(Stored data)
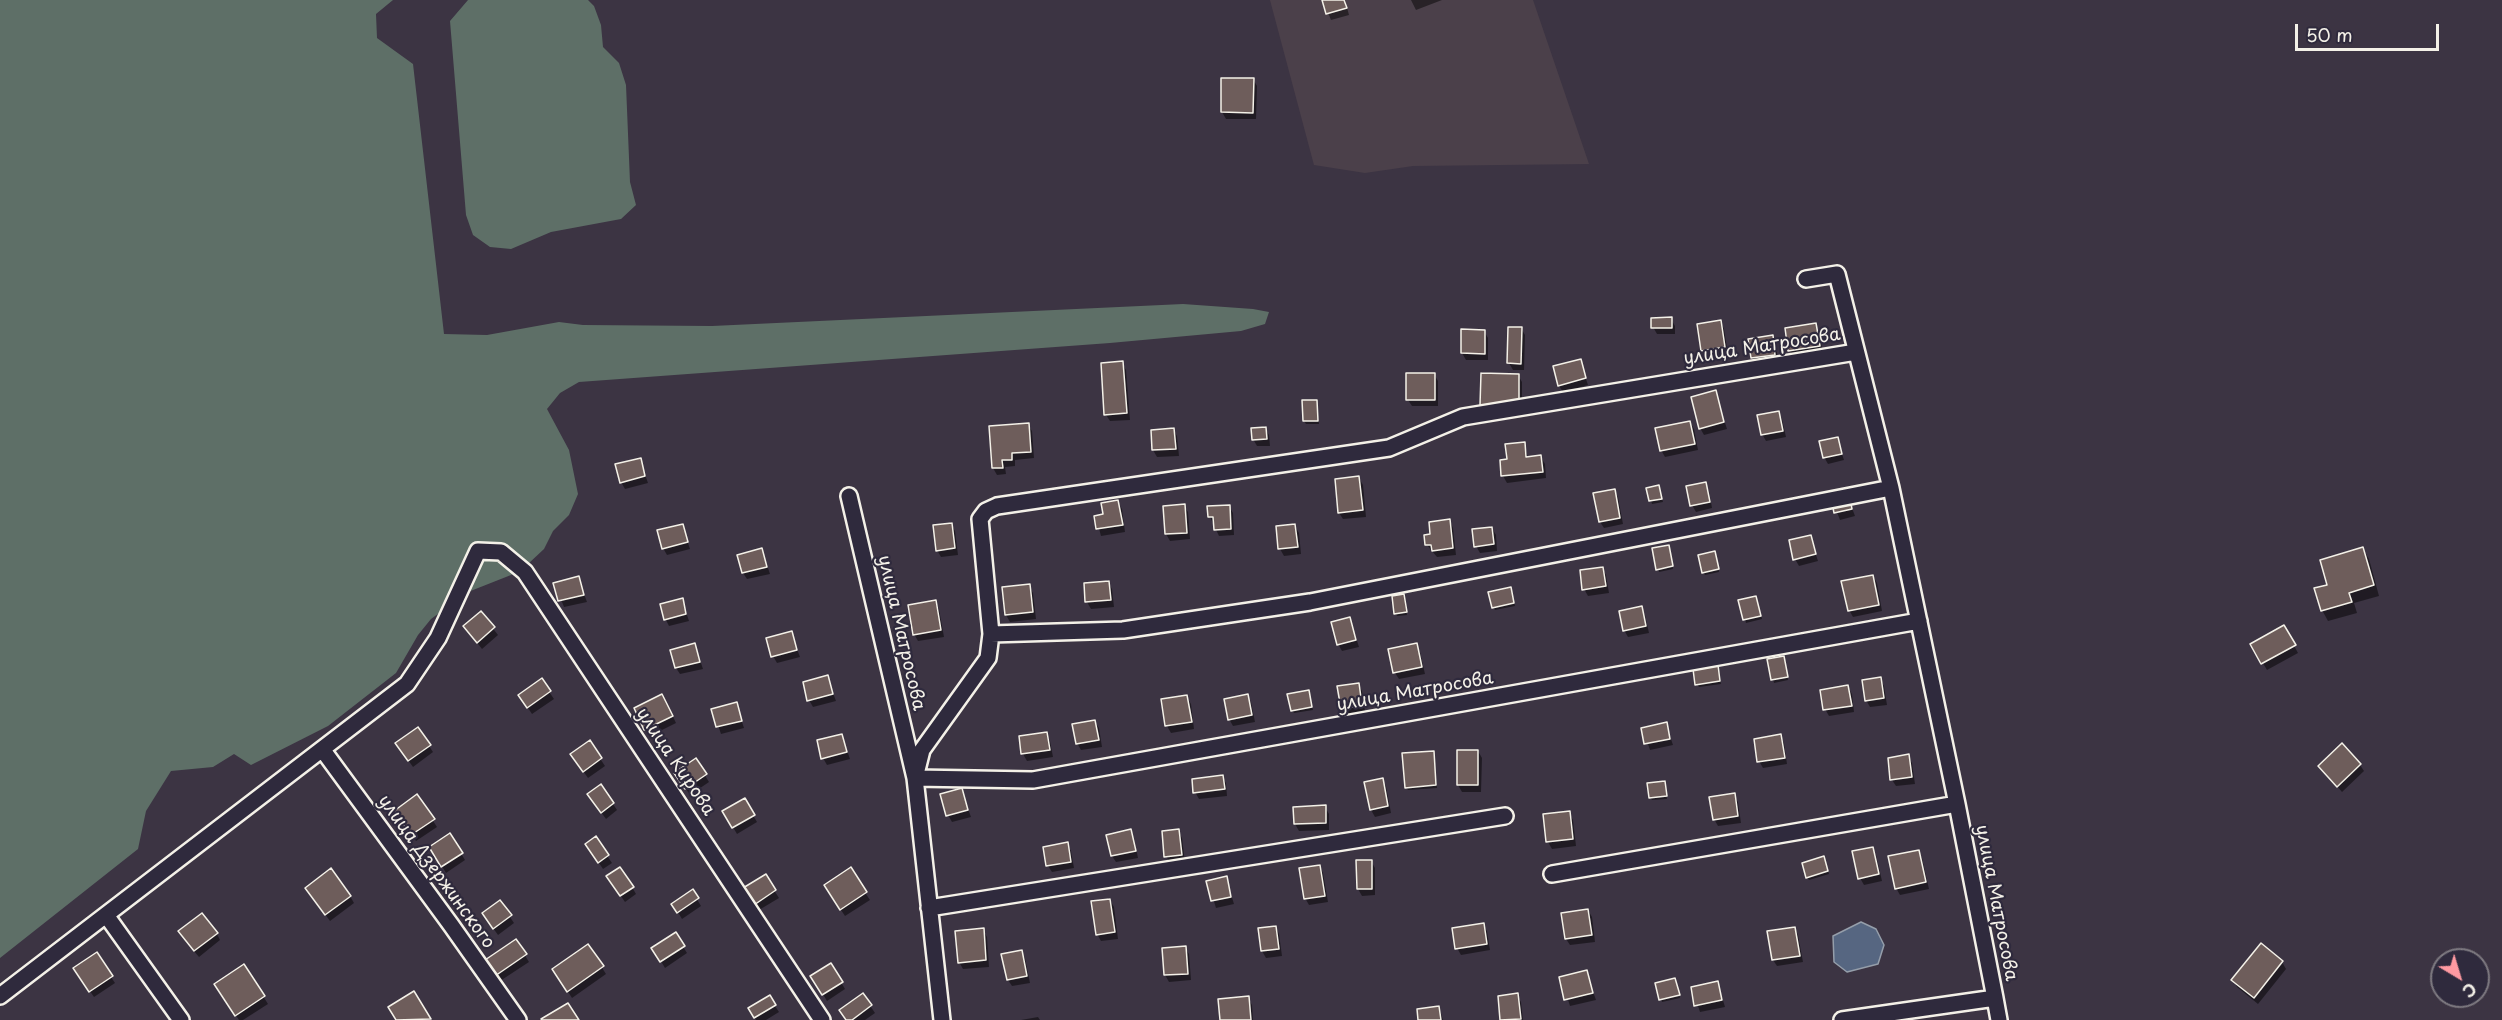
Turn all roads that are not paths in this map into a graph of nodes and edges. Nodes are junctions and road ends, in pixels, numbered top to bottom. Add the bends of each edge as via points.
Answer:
1 (1806, 279) dead end
2 (1856, 351) junction
3 (1891, 488) junction
4 (849, 496) dead end
5 (1919, 621) junction
6 (992, 634) junction
7 (322, 748) junction
8 (915, 778) junction
9 (1957, 804) junction
10 (1504, 816) dead end
11 (1552, 874) dead end
12 (929, 908) junction
13 (106, 915) junction
14 (0, 996) edge
15 (1995, 998) junction
16 (181, 1020) edge
17 (518, 1020) edge
18 (822, 1020) edge
19 (942, 1020) edge
20 (1842, 1020) edge
21 (1999, 1020) edge

1 - 2 street, улица Матросова via 1837,274
2 - 3 street, улица Матросова
2 - 6 street, улица Матросова via 1463,417 1389,448 997,506 980,519
3 - 5 street, улица Матросова
3 - 6 street via 1310,602 1123,630
4 - 8 street, улица Матросова
5 - 8 street, улица Матросова via 1033,780
5 - 9 street, улица Матросова
6 - 8 street, улица Матросова via 988,658 922,750
7 - 13 street
7 - 17 street, улица Дзержинского
7 - 18 street, улица Кирова via 406,684 438,638 478,551 501,552 525,572
8 - 12 street, улица Матросова
9 - 11 street, улица Матросова
9 - 15 street, улица Матросова
10 - 12 street
12 - 19 street, улица Матросова
13 - 14 street
13 - 16 street
15 - 20 street, улица Матросова
15 - 21 street

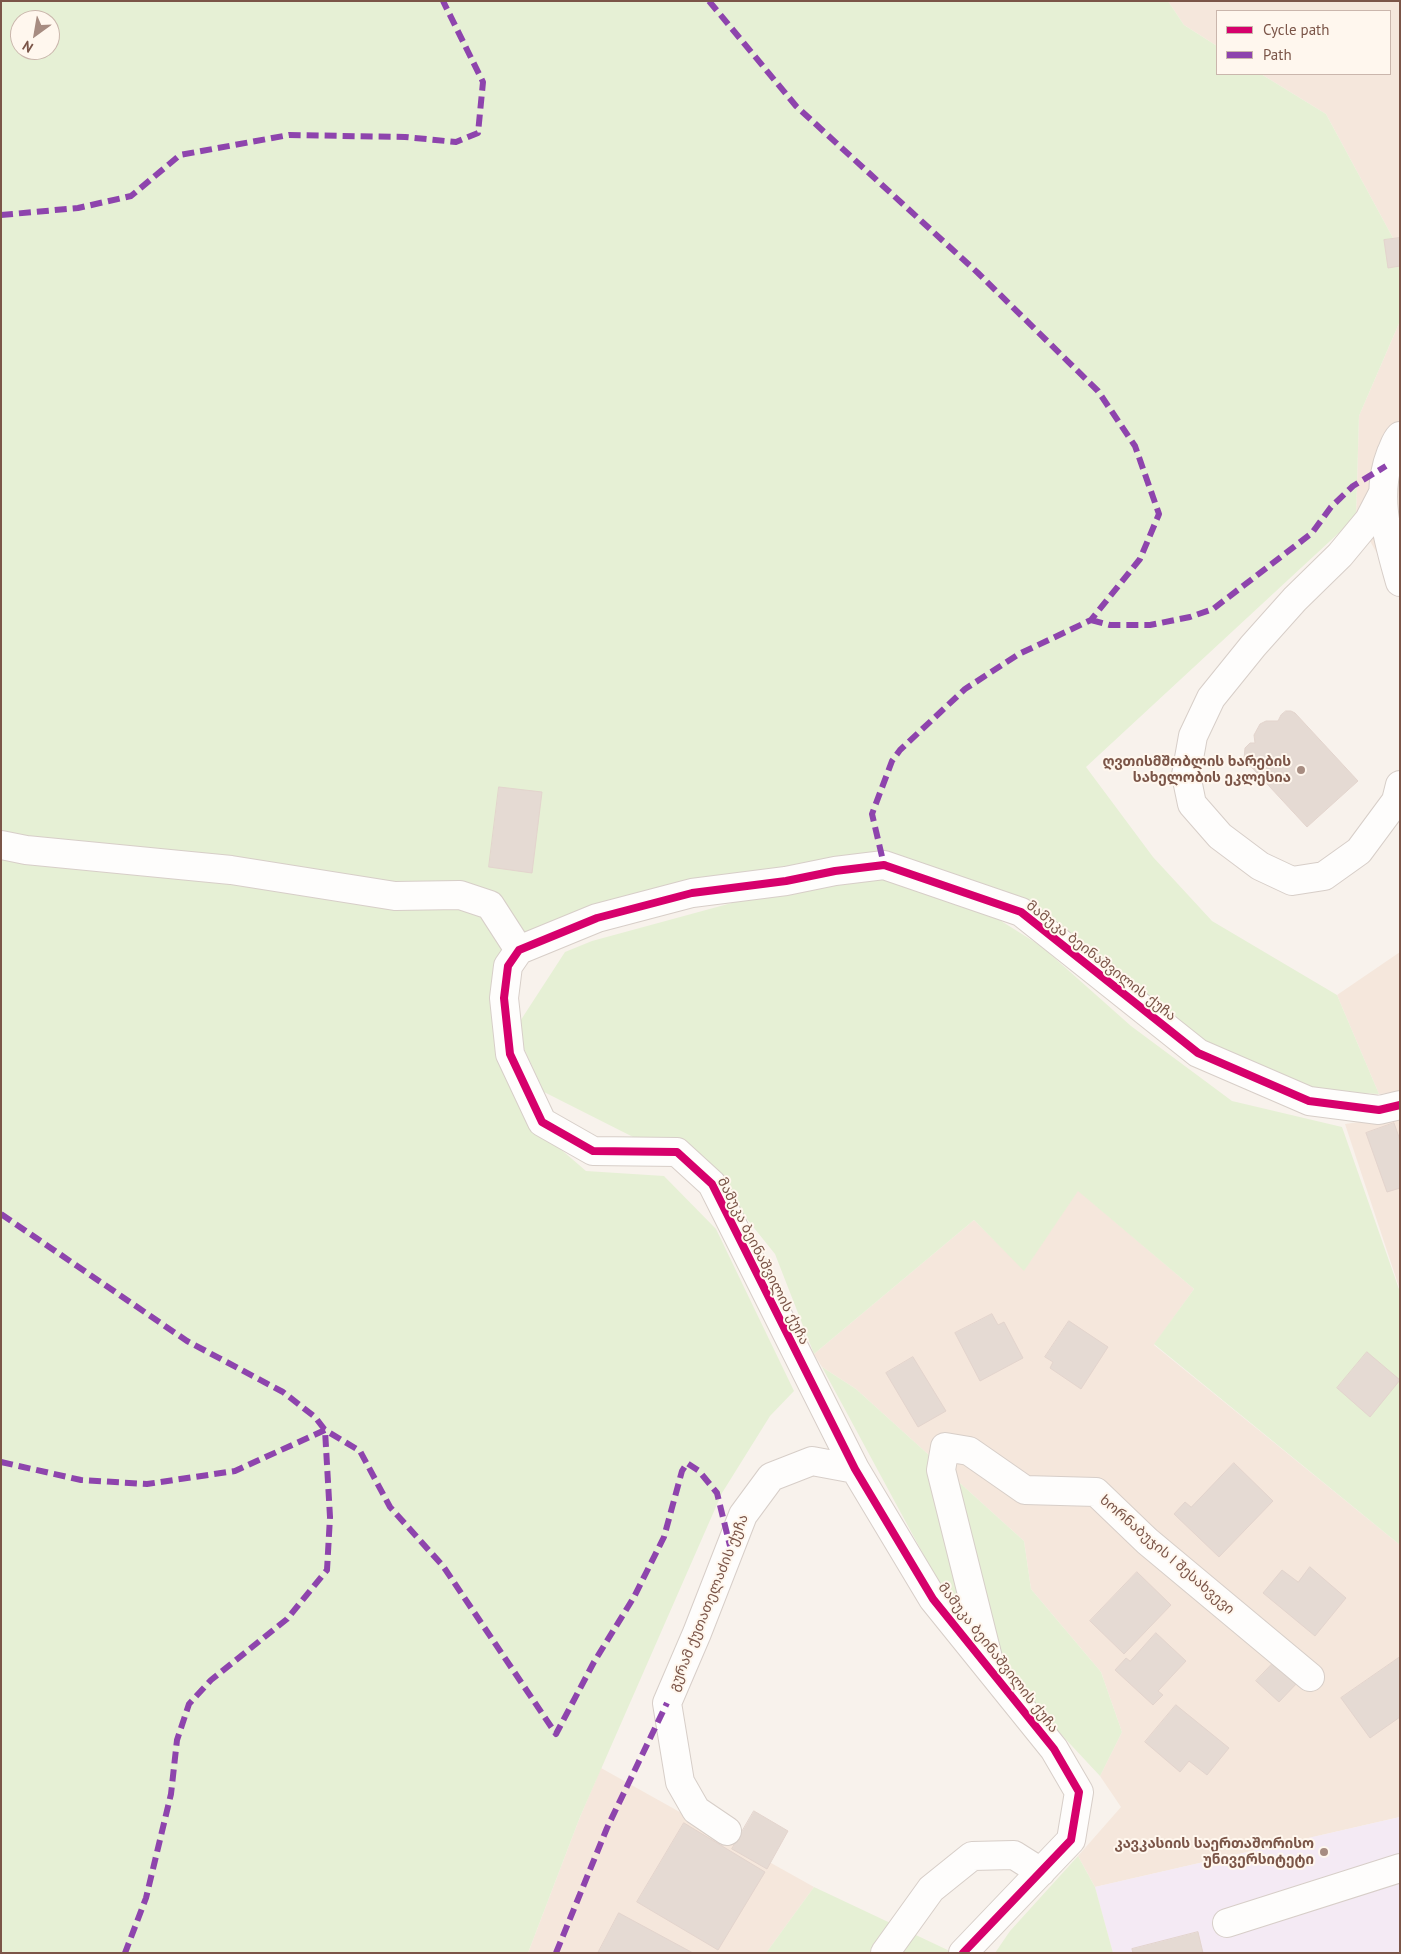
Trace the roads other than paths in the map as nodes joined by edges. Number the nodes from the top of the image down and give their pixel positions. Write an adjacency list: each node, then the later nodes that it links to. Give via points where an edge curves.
1 (1400, 436): 2 (street, via 1386,466)
2 (1382, 495): 3 (street, via 1386,532); 4 (street, via 1369,520 1253,646 1211,698 1193,736 1186,775 1192,804 1220,836 1260,866 1292,882 1324,876 1359,851 1396,801)
3 (1400, 582)
4 (1400, 785)
5 (1, 845): 6 (street, via 231,870 395,896 460,895 490,905)
6 (519, 950): 7 (street, მამუკა ბეინაშვილის ქუჩა, via 597,918 692,893 884,865 1021,912 1198,1053 1308,1101 1379,1110); 8 (street, მამუკა ბეინაშვილის ქუჩა, via 508,966 504,998 510,1054 542,1122 593,1151 677,1152 712,1184)
7 (1400, 1105)
8 (855, 1469): 9 (street, მამუკა ბეინაშვილის ქუჩა, via 933,1599); 11 (street, გურამ ქუთათელაძის ქუჩა, via 812,1461 772,1477 743,1515 668,1703 680,1782 696,1810)
9 (991, 1670): 10 (street, ხორნაბუჯის I შესახვევი, via 941,1470 945,1447 969,1451 1025,1490 1096,1492 1147,1541); 13 (street, მამუკა ბეინაშვილის ქუჩა, via 1054,1749 1079,1792 1071,1840)
10 (1310, 1677)
11 (727, 1831)
12 (1400, 1868): 14 (street)
13 (1041, 1872): 15 (street, via 1014,1855 972,1856 931,1889); 16 (street, მამუკა ბეინაშვილის ქუჩა)
14 (1228, 1923)
15 (885, 1953)
16 (963, 1953)

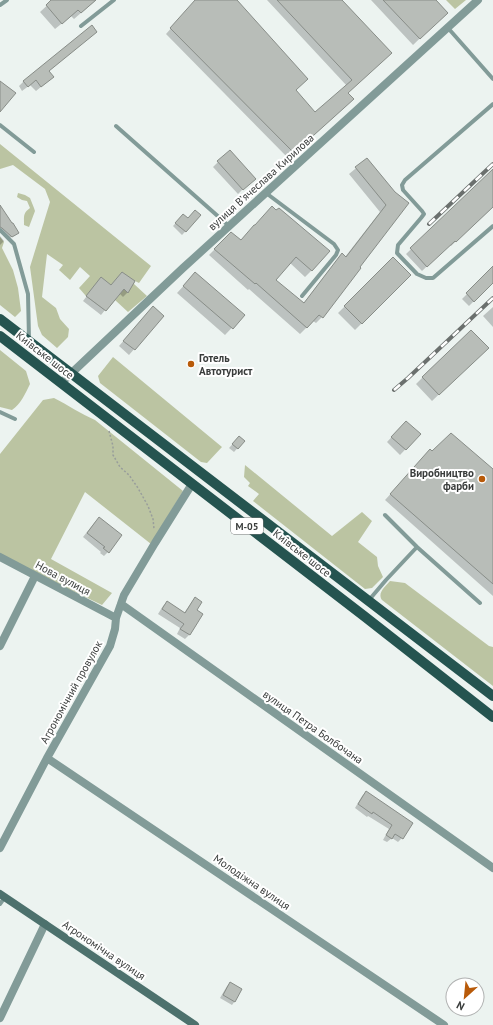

* **About this exercise**:
The records above are to be repeated exactly, with every picture removed from the copy.

* **Exercise solution**:
Turn all roads that are not paths in this map into a graph of nodes and edges. Nodes are junctions and road ends, in pixels, numbered top to bottom. Add the bends of each edge as via points.
Answer:
1 (1806, 279) dead end
2 (1856, 351) junction
3 (1891, 488) junction
4 (849, 496) dead end
5 (1919, 621) junction
6 (992, 634) junction
7 (322, 748) junction
8 (915, 778) junction
9 (1957, 804) junction
10 (1504, 816) dead end
11 (1552, 874) dead end
12 (929, 908) junction
13 (106, 915) junction
14 (0, 996) edge
15 (1995, 998) junction
16 (181, 1020) edge
17 (518, 1020) edge
18 (822, 1020) edge
19 (942, 1020) edge
20 (1842, 1020) edge
21 (1999, 1020) edge

1 - 2 street, улица Матросова via 1837,274
2 - 3 street, улица Матросова
2 - 6 street, улица Матросова via 1463,417 1389,448 997,506 980,519
3 - 5 street, улица Матросова
3 - 6 street via 1310,602 1123,630
4 - 8 street, улица Матросова
5 - 8 street, улица Матросова via 1033,780
5 - 9 street, улица Матросова
6 - 8 street, улица Матросова via 988,658 922,750
7 - 13 street
7 - 17 street, улица Дзержинского
7 - 18 street, улица Кирова via 406,684 438,638 478,551 501,552 525,572
8 - 12 street, улица Матросова
9 - 11 street, улица Матросова
9 - 15 street, улица Матросова
10 - 12 street
12 - 19 street, улица Матросова
13 - 14 street
13 - 16 street
15 - 20 street, улица Матросова
15 - 21 street

Trace the roads other than paths in the map as nodes joined by edges. Number the nodes from the top of the image down and give their pixel positions. Write an adjacency list: each node, then the later nodes that it links to. Give via points where an edge curves.
1 (1400, 436): 2 (street, via 1386,466)
2 (1382, 495): 3 (street, via 1386,532); 4 (street, via 1369,520 1253,646 1211,698 1193,736 1186,775 1192,804 1220,836 1260,866 1292,882 1324,876 1359,851 1396,801)
3 (1400, 582)
4 (1400, 785)
5 (1, 845): 6 (street, via 231,870 395,896 460,895 490,905)
6 (519, 950): 7 (street, მამუკა ბეინაშვილის ქუჩა, via 597,918 692,893 884,865 1021,912 1198,1053 1308,1101 1379,1110); 8 (street, მამუკა ბეინაშვილის ქუჩა, via 508,966 504,998 510,1054 542,1122 593,1151 677,1152 712,1184)
7 (1400, 1105)
8 (855, 1469): 9 (street, მამუკა ბეინაშვილის ქუჩა, via 933,1599); 11 (street, გურამ ქუთათელაძის ქუჩა, via 812,1461 772,1477 743,1515 668,1703 680,1782 696,1810)
9 (991, 1670): 10 (street, ხორნაბუჯის I შესახვევი, via 941,1470 945,1447 969,1451 1025,1490 1096,1492 1147,1541); 13 (street, მამუკა ბეინაშვილის ქუჩა, via 1054,1749 1079,1792 1071,1840)
10 (1310, 1677)
11 (727, 1831)
12 (1400, 1868): 14 (street)
13 (1041, 1872): 15 (street, via 1014,1855 972,1856 931,1889); 16 (street, მამუკა ბეინაშვილის ქუჩა)
14 (1228, 1923)
15 (885, 1953)
16 (963, 1953)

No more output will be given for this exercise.